In this paper they focus on availability, and try to achieve that through both replication and mechanisms to conceal disconnections from the file server. In doing so, they put a lot of functionality on the client machines. Thus, once a file is retrieved from the server, all activities on the file are performed in client cache, and all the updates are reflected once the file is closed.
Problem statement
With use of distributed systems we rely on use of resources that are not on our machine. Once a remote failure occurs, our operations are affected, even though they could potentially be completed in the local machine. The problem is how we can continue to function once a remote failure occurs.
Contributions
- Design and implementation of the different phases of disconnected operation (Hoarding, Emulation, reintegration)
- Design of cache manager (Venus) which dynamically obtains and caches volume mappings.
- Design of a mechanism for propagating the modifications to the servers and conflict resolution once a disconnected client comes back.

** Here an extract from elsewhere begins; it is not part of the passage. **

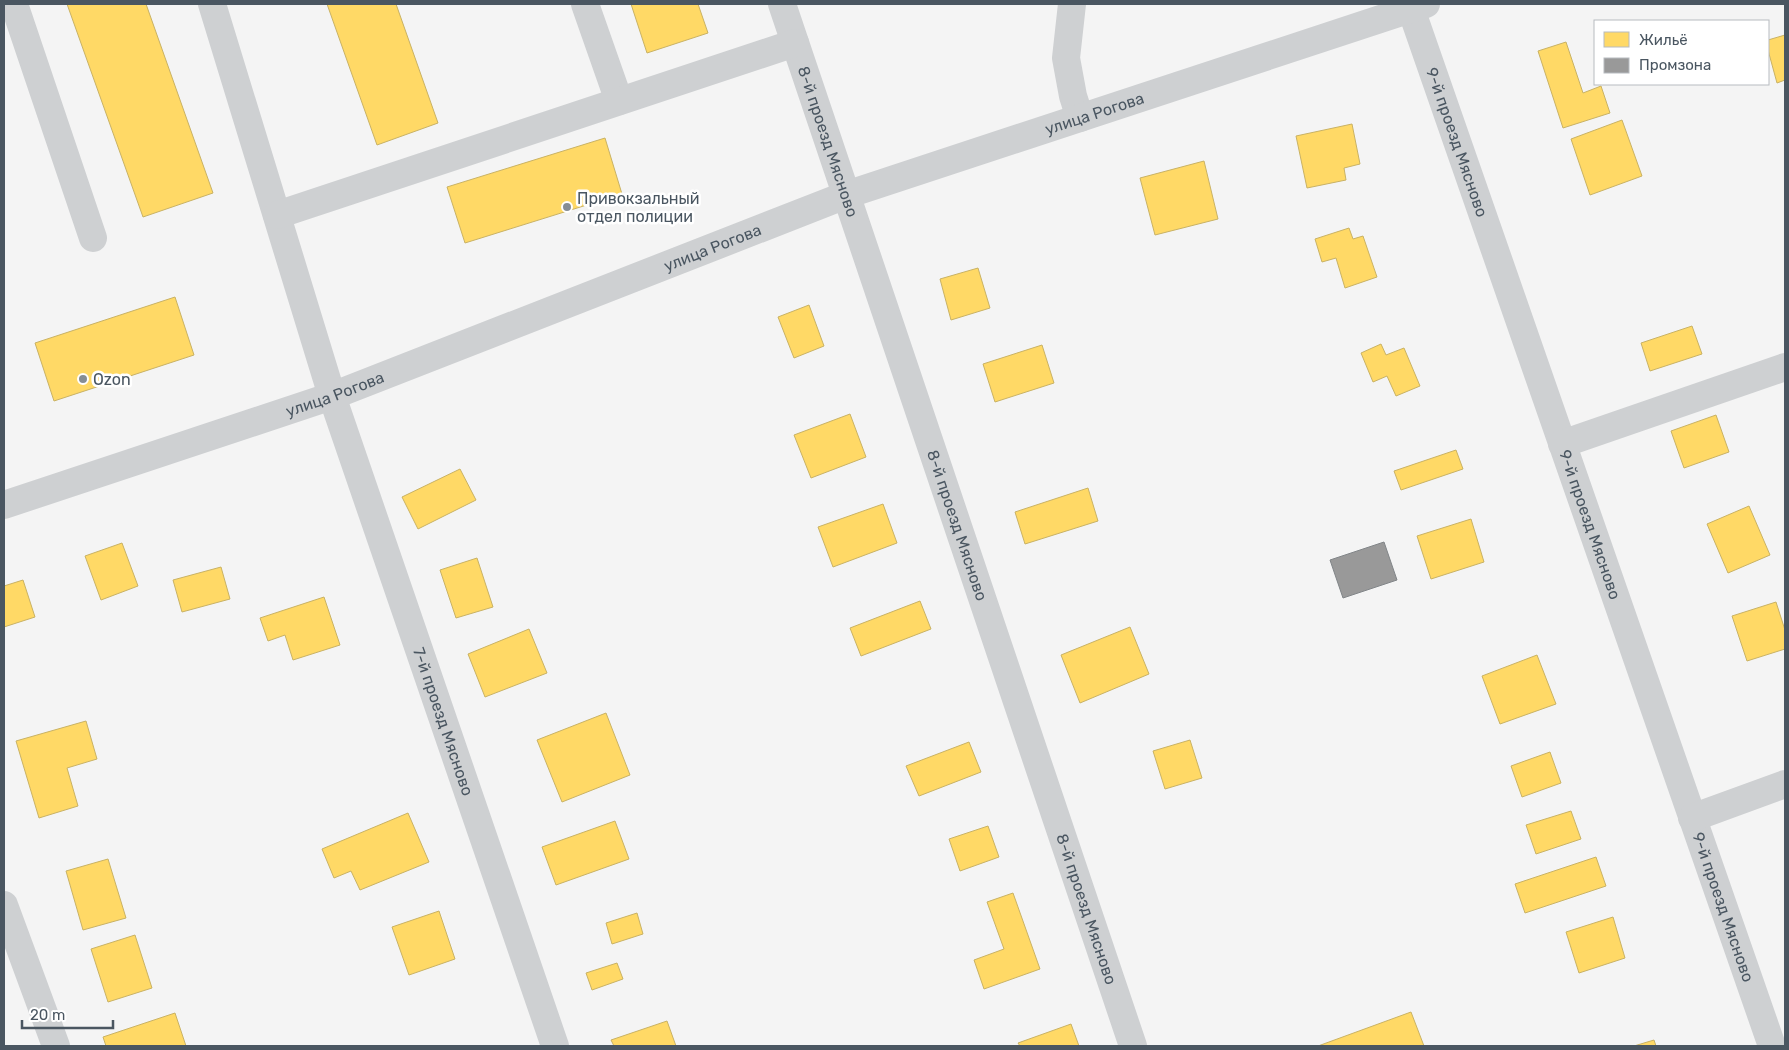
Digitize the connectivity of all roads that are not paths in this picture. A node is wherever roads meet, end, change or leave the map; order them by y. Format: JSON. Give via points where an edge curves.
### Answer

- Use of caching along with replication to maintain high availability and mitigate the cost of replication.
Critique
In Coda, voluntary disconnections and involuntary disconnections are treated the same. It might be useful to perform a graceful disconnection once the disconnection is voluntary. You could expect some cooperation from the user in this case to save specific states before disconnecting (just like the “safely remove hardware” feature in operating systems.
This paper is similar to Locus in the fact that they try to provide some sort of transparency to the user. We would still have the same problem that the user expectations from the system might become high, and the fact that we might not be able to achieve full transparency at some cases. Some conflicts need manual intervention to be resolved.
Similar to Dynamo, they have to compromise consistency in order to achieve high availability which is the central focus of this paper. This makes sense for the academic/research environment where Coda is working on, but this system cannot be used for services that require strict consistency guarantees.
Applications
An important application of disconnected operation is in supporting portable machines (laptops/mobile phones,…). If we could conceal the disconnection from the client, this would be very convenient for the clients. Another application would be in disasters/unexpected events where the clients and servers get disconnected. In this case, it is very useful to have some period in which some operations can continue and service is not discontinued until the issue is resolved.